Natürlich muss das Casablanca als Ort für Film, Kunst und Theater überleben. Da die Stadt in der Vergangenheit genügend für Wolfram Weber und sein Cincecitta getan hat, könnte die Stadt eigentlich auch etwas gegen das von Herrn Weber zielstrebig anvisierte Ableben des Casablancas tun. Lieber wäre es mir aber, es würde eine breite Basis von Menschen geben, die mit ihrer ideellen und materiellen Unterstützung dem Casablanca ein dauerhaftes Überleben sichern würden. Vielliecht geht ja da ‘was.
Was hilft es dem Casablanca, wenn man über Rettungsaktionen für das wirtschaftliche Versagen einiger Weniger polemisiert? Nichts!!!
Wenn man das „Casa“ retten will, was mir sehr gelegen käme, muß man dort hingehen, Eintritt bezahlen, in der Kneipe etwas verzehren und somit den wirtschaftlichen Grundstein für die Existenz der Einrichtung sorgen. Es hilft Nichts, wenn man einmal im Jahr ins „Casa“ geht um auf furchtbar „intellektuell“ zu machen, und dabei einen „kleinen“ Rioja verzehrt!!!
Davon kann so eine Kulteinrichtung nicht überleben!!!
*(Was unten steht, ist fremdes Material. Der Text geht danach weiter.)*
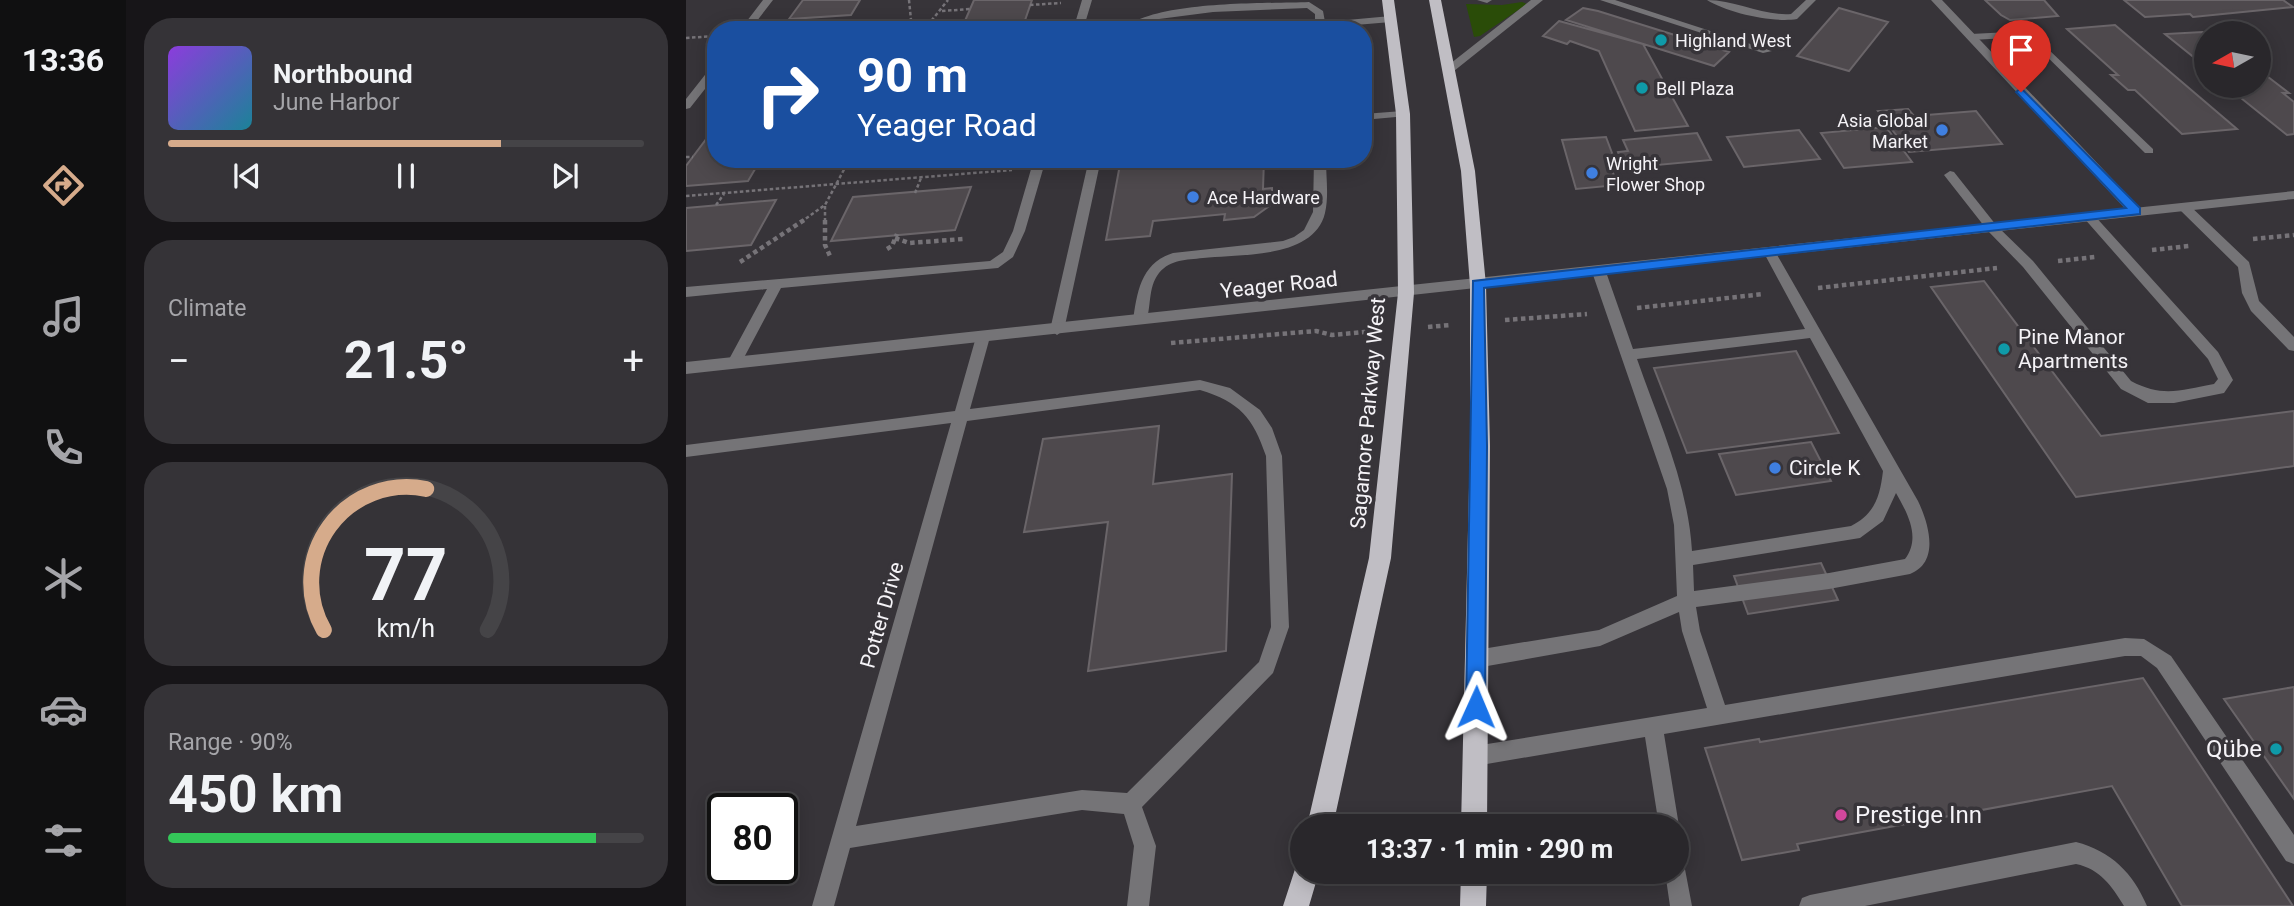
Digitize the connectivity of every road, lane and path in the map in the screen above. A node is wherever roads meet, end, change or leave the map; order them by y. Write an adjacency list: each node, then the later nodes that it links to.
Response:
1 (768, 0): 15 (lane)
2 (909, 0): 16 (path)
3 (948, 0): 13 (path)
4 (1087, 0): 18 (lane)
5 (1388, 0): 14 (highway, Sagamore Parkway West)
6 (1435, 0): 26 (highway)
7 (1538, 0): 26 (street)
8 (1605, 0): 25 (lane)
9 (1712, 0): 10 (lane)
10 (1811, 0)
11 (1936, 0): 23 (street)
12 (970, 9): 13 (path)
13 (941, 11): 17 (path)
14 (1391, 19): 21 (lane); 29 (highway, Sagamore Parkway West)
15 (752, 21)
16 (911, 21)
17 (932, 21)
18 (1081, 21)
19 (1144, 21): 20 (lane)
20 (1320, 21)
21 (1372, 21)
22 (707, 37): 24 (path)
23 (1971, 37): 31 (lane); 49 (street)
24 (686, 38)
25 (1767, 51)
26 (1450, 69): 65 (highway)
27 (707, 79): 28 (lane)
28 (686, 106)
29 (1403, 114): 30 (lane); 69 (highway, Sagamore Parkway West)
30 (1372, 116)
31 (2149, 151)
32 (693, 156): 33 (path)
33 (686, 157)
34 (843, 168): 41 (path)
35 (1003, 168): 40 (path)
36 (1038, 168): 63 (lane)
37 (1093, 168): 76 (lane)
38 (1320, 168): 73 (lane)
39 (1950, 176): 51 (lane)
40 (921, 177): 41 (path); 43 (path)
41 (836, 184): 42 (path); 47 (path)
42 (724, 193): 45 (path); 46 (path)
43 (915, 193)
44 (2294, 195): 48 (street, Yeager Road)
45 (686, 196)
46 (716, 205)
47 (825, 205): 63 (path); 67 (path)
48 (2184, 206): 49 (street, Yeager Road); 80 (lane)
49 (2135, 211): 50 (street, Yeager Road)
50 (2089, 217): 51 (street, Yeager Road); 51 (lane)
51 (1992, 228): 58 (street, Yeager Road)
52 (2294, 234): 55 (path)
53 (895, 238): 54 (path)
54 (962, 239)
55 (2248, 240)
56 (2202, 245): 57 (path)
57 (2148, 251)
58 (1770, 253): 62 (street, Yeager Road); 77 (lane)
59 (2100, 256): 60 (path)
60 (2052, 262)
61 (2007, 267): 66 (path)
62 (1599, 272): 65 (street, Yeager Road); 81 (lane)
63 (833, 280): 64 (lane)
64 (776, 285): 67 (lane); 82 (lane)
65 (1478, 285): 69 (street, Yeager Road); 74 (highway)
66 (1811, 289)
67 (710, 290): 68 (lane)
68 (686, 292)
69 (1406, 293): 73 (street, Yeager Road); 75 (highway, Sagamore Parkway West)
70 (1763, 294): 71 (path)
71 (1630, 309)
72 (1585, 314): 74 (path)
73 (1140, 321): 76 (street, Yeager Road)
74 (1478, 323): 75 (path); 89 (highway)
75 (1403, 329): 79 (path); 94 (highway, Sagamore Parkway West)
76 (1057, 330): 78 (street, Yeager Road)
77 (1813, 333): 81 (lane); 86 (lane)
78 (983, 337): 82 (street, Yeager Road); 84 (lane, Potter Drive)
79 (1162, 344)
80 (2294, 346)
81 (1627, 355): 87 (lane)
82 (734, 363): 83 (street, Yeager Road)
83 (686, 368)
84 (962, 417): 85 (lane); 93 (lane); 97 (lane, Potter Drive)
85 (686, 451)
86 (1891, 471): 87 (lane); 88 (lane)
87 (1685, 559): 88 (lane)
88 (1686, 600): 89 (lane); 90 (lane)
89 (1476, 659): 92 (highway)
90 (1719, 713): 91 (lane); 98 (lane)
91 (1653, 726): 92 (lane); 96 (lane)
92 (1475, 756): 95 (highway)
93 (1131, 804): 97 (lane); 103 (lane)
94 (1323, 814)
95 (1474, 814)
96 (1667, 814)
97 (842, 839): 102 (lane, Potter Drive)
98 (2294, 853)
99 (1302, 884): 104 (highway)
100 (1474, 884): 105 (highway)
101 (1678, 884): 106 (lane)
102 (823, 906)
103 (1138, 906)
104 (1296, 906)
105 (1473, 906)
106 (1681, 906)
107 (1810, 906): 108 (lane)
108 (2136, 906)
Gerade die Kneipe ist es, die es möglich macht dieses Kulturgut zu erhalten, oder warum gibt’s die „Geige“ noch? Dort werden wenigstens noch Getränke konsumiert um den defizitären Kinobereich zu erhalten.
Ich kann ja verstehen, dass die Casa-Kneipe nicht sonderlich attraktiv ist, aber mit kleinen Änderungen ist sie sicherlich in „Gewinnbereitschaft“. Bisschen an der Einrichtung geändert, das Getränkeangebot überdacht (Zzisch geht ja gar nicht!!!), als Personal mal keine verspulten Kunststudenten, sondern Leute, die wissen was sie tun!! Dann kann ich mir vorstellen, dass sich das auf das Kino auswirkt. Im Idealfall schreibt das „Casa“ schwarze Zahlen und wird überleben!! Ich würde das sehr begrüßen!!!
Also Leute: geht hin, konsumiert und das „Casa“ wird weiter bestehen!!
@Elmar Tannert: Sorry, für die späte Antwort. Die Leserfrage ist auf der NZ-Homepage immer rechts unten zu finden. Ich habe mir erlaubt, eine Stimme für den Erhalt hinzuzufügen. Trotz des knappen Ergebnisses war das aber bei rund 500 Stimmen via Internet und Telefon letztlich nicht entscheidend.
Die Finanzierung, die die Stadt und ihr damaliger Oberbürgermeister Schönlein mit Wolfram Weber vereinbart hatte, war ein Skandal. Höchstens geschenkt wäre noch billiger gewesen.
Genauso ein Skandal ist es, wenn jetzt enorme, noch gar nicht vorhandene, Steuermittel in marode Unternehmen, in kaputte Banken und in Straßenbauprojekte, die bald keiner mehr brauchen wird, gesteckt werden.
Insofern hat jeder Recht, der nun fordert, lieber vergelichsweise kleine Beträge in liebenswerte, überschaubare Objekte zu stecken. Ich würde auch zustimmen, dass jeder ins Casablanca investierte Euro mehr bringt, als jede Million bei Opel.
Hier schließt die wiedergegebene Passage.